1.  Overview

We used the ISO 8859-6 character-encoding standard for the script
version of the Arabic transcripts, with some exceptions for handling
the special symbols used in LDC transcripts.  In addition, we made
some changes in formatting from the romanized version in order to work
around the conflict between logical order and display order described
below.

Mixing (right-to-left) Arabic with (left-to-right) ASCII information
presents a bit of a problem.  Suppose you have a stretch of text whose
_logical_ order is:

  [Timestamp] [Arabic text 1] [English text] [Arabic text 2]

The most readable _display_ order for this text might be (where
"R-to-L" means "in right-to-left visual order"):

  [Timestamp] [Arabic 2, R-to-L] [English, L-to-R] [Arabic 1, R-to-L]

although one could choose a number of other reasonable display orders,
for example:

  [Timestamp] [Arabic 1, R-to-L] [English, L-to-R] [Arabic 2, R-to-L]
  [Arabic 2, R-to-L] [English, L-to-R] [Arabic 1, R-to-L] [Timestamp]
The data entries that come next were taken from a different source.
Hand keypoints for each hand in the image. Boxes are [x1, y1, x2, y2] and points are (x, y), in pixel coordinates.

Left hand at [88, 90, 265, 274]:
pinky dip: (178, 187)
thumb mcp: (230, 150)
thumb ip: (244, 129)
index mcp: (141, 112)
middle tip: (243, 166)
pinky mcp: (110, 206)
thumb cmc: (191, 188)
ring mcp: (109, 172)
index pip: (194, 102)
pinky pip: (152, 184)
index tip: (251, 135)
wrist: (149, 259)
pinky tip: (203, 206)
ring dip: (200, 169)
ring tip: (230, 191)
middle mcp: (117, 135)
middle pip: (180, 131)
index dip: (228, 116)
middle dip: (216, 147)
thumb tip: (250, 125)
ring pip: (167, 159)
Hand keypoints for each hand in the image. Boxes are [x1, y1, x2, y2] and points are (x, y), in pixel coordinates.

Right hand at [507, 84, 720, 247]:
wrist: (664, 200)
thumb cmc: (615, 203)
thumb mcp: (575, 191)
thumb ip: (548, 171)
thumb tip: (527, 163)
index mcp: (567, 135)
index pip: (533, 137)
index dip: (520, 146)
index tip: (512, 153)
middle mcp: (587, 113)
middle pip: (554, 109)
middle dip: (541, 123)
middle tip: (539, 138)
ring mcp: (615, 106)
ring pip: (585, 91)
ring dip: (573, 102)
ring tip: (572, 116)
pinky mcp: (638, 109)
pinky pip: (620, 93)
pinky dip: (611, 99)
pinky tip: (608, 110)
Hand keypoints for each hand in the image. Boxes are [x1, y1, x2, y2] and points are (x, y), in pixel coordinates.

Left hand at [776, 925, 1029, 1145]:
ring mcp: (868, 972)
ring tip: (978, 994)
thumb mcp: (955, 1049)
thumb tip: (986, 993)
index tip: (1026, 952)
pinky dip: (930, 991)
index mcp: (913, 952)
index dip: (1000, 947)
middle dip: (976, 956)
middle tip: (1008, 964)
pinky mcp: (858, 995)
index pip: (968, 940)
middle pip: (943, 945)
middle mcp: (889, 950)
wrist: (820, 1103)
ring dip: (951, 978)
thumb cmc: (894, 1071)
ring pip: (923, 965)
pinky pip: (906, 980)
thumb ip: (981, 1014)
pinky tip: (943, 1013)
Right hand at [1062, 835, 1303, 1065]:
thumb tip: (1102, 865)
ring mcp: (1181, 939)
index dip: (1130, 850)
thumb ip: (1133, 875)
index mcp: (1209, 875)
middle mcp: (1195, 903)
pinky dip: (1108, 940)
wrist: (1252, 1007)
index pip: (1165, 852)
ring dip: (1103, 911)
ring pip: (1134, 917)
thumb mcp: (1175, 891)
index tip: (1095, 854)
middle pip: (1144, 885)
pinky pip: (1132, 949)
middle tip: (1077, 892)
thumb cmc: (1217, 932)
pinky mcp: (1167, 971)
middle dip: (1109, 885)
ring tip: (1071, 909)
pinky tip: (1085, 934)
The Unicode Standard has a solution for this problem, but
unfortunately we did not have available a text editor which handles
Arabic Unicode.  So, in order to make the correspondence between
presentation and logical orders as straightforward as possible, we
adopted a strategy of inserting newlines wherever a change of
direction occurs.  So the above text would be encoded as

    [Timestamp]
    [Arabic text 1]
    [English text]
    [Arabic text 2]


More detail (including some exceptional cases) below.


2.  Turn boundaries

A turn starts with a timestamp like the timestamps used in the
romanized transcripts, but it should be on a line by itself with no
following text.

        204.17 205.74 A:
        text line 1
        text line 2...

Each non-blank line following the timestamp is part of the turn.  The
turn is terminated by one or more blank lines, or by the end of the
file.


3.  Meta-characters

In several cases below we use the term "meta-character", to mean
turning on the 8th bit of the corresponding ASCII character.  For
example, "meta-?"  means an ASCII question mark (octal 077, decimal
63, hex 3F) plus the 8th bit, yielding an ISO 8859-6 Arabic question
mark (octal 277, decimal 191, hex BF).


4.  Punctuation

The transcribers used punctuation relatively infrequently in the
transcripts.  Punctuation marks that are not special symbols (see
below) are limited to question marks and commas.  These were converted
into the corresponding ISO-Arabic codes, "meta-?" and "meta-comma".


5.  Special symbols

Most of the special symbols in the romanized transcripts mark sections
of the file that are not conventional, scoreable Arabic speech.  Thus
they were rendered in the Arabic script version as plain ASCII, with a
few modifications to make the text a bit easier to parse.

The following were passed as-is (and isolated from Arabic script text
by newlines if necessary):

    {text}              sound made by the talker

    [text]              sound not made by the talker (background or channel)

    [[text]]            comment

    <language text>     speech in another language

                        Even Arabic dialects, such as MSA and Upper,
                        were left as roman and not converted to script.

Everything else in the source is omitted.